When Students Become Teachers: LGBT students, Catholic University, and the cost of discipleship

LGBT students at the Catholic University of America (CUA), one of my alma maters, continue to struggle for even simple recognition of their organized group to foster greater awareness and understanding on campus.  This brief film documents that struggle of CUAllies, the unofficial “gay-straight alliance.”  We should all be proud of efforts like this — efforts in which young Catholic Christians stand in respectful opposition to institutional practices that fall short of what it means to be a disciple of Jesus.

At about 5 minutes in can be seen several members from Dignity/Washington (including me) who joined in a prayerful vigil last spring in support of these efforts.

LGBT Students at The Catholic University of America

Here’s my letter to John Garvey, President of The Catholic University of America, in support of CUAllies and their request for official recognition as a gay-straight student organization at CUA.

John Hugh Garvey, JD
President,
The Catholic University of America
Washington, DC

April 17, 2012

Dear President Garvey,

Last evening, I had the privilege of gathering with a group of CUA students and their friends in front of Gibbons Hall. We remembered the teachings of the Second Vatican Council (Gaudium et Spes) that the griefs and anxieties of the people of every age are indeed the griefs and anxieties of the followers of Christ. We recalled the teaching of the US Bishops (Always Our Children) that even those whom God created with a homosexual orientation are worthy of dignity, respect and the right to participate actively in their communities. We lit candles, walked to the Przbyla Center, and prayed.

As an alumnus of The Catholic University of America (National Catholic School of Social Service, MSW, 1998), I am writing to add my voice to the chorus of others expressing strong support for the request from CUAllies that this be an officially recognized student organization at CUA.

One of the most fundamental tenets of our Catholic faith is that each and every human person is created in the image and likeness of God. Every human person is to be treated with dignity, respect, charity, and love.  The Catholic understanding of the human person, informed by what we know from so many fields of inquiry, recognizes that one’s sexual orientation is essentially a given and relatively stable reality: it is not a choice or a “lifestyle” or a something that one can change.

You have the great privilege of leading a Catholic university, an institution which seeks not only to explore and impart the truths gleaned from so many fields of scientific and academic inquiry, but also the truths gleaned from the best of our Catholic Christian tradition. Truth, which cannot be incompatible with itself, challenges us to see the full human dignity even in God’s sons and daughters whom He created with a sexual orientation that differs from most of their brothers and sisters.  Some of these sons and daughters are members of the CUA community – they are faculty, staff and alumni. Most especially, however, they are students – students who deserve to learn and grow in an environment that not only tolerates their full humanity, but that also encourages them to grow in understanding themselves so that they are better able to understand others and the richly diverse world their education will help them to serve.

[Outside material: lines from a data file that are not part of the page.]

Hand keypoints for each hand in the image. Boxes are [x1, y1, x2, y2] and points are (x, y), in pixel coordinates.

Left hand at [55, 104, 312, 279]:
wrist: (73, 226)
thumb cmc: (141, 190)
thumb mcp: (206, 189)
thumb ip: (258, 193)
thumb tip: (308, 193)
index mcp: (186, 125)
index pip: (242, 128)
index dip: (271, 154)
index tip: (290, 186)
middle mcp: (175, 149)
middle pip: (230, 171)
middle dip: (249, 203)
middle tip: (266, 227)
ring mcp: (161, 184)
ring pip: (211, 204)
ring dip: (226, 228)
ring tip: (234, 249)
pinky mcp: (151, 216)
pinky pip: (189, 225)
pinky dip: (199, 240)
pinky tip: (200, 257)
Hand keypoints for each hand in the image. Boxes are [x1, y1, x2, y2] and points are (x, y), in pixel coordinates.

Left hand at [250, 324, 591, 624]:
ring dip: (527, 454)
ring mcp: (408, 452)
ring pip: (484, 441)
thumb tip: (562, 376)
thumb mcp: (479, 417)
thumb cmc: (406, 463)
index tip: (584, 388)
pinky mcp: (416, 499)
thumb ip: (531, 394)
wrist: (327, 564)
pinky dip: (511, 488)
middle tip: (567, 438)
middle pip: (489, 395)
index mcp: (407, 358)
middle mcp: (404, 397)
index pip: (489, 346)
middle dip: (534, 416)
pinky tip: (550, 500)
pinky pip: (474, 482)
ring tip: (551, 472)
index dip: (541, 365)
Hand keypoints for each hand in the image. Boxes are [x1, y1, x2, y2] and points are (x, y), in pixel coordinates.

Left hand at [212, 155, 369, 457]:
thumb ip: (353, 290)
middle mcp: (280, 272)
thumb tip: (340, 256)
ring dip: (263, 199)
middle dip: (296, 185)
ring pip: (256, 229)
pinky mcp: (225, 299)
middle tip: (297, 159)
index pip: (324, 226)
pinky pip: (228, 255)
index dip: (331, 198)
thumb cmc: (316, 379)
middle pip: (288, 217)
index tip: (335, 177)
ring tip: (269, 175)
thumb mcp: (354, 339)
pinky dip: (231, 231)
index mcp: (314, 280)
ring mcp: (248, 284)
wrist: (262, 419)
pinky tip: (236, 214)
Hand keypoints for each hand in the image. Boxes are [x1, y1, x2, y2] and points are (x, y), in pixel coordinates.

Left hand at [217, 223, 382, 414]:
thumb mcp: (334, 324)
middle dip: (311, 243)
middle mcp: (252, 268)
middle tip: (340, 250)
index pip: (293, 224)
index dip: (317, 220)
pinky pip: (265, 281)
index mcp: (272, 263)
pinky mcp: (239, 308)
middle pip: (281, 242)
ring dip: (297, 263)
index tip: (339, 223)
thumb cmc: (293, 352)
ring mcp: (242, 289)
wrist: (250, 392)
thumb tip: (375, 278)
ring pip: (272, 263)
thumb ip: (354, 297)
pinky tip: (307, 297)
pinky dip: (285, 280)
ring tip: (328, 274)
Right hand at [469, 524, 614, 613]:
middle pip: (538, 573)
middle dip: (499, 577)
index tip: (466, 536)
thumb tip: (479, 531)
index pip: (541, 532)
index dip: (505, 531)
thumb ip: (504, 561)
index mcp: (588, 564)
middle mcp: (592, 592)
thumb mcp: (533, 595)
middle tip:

Please recognize CUAllies as an official student organization of The Catholic University of America.

Wishing you Easter joy,

Timothy MacGeorge, MDiv, MSW

Prayerful Vigil at Catholic University

It was great to gather earlier this evening with students from CUAllies, the gay/straight alliance at The Catholic University of America. CUAllies is not yet formally recognized by  CUA, as other student groups are. This gathering — not of protest but of prayer — bore witness on the grounds of this most Catholic of universities, praying that God’s LGBT children might enjoy at CUA the same rights and respect that as their straight brothers and sisters. Drawing upon our rich Catholic heritage, we heard passages from Vatican II’s Gaudium et Spes and the US Bishops’ Always Our Children. Prayers were offered on behalf of LGBT youth throughout the world — especially those who feel isolated and alone — that they might know there are people who love and care for and accept them just as God created them to be.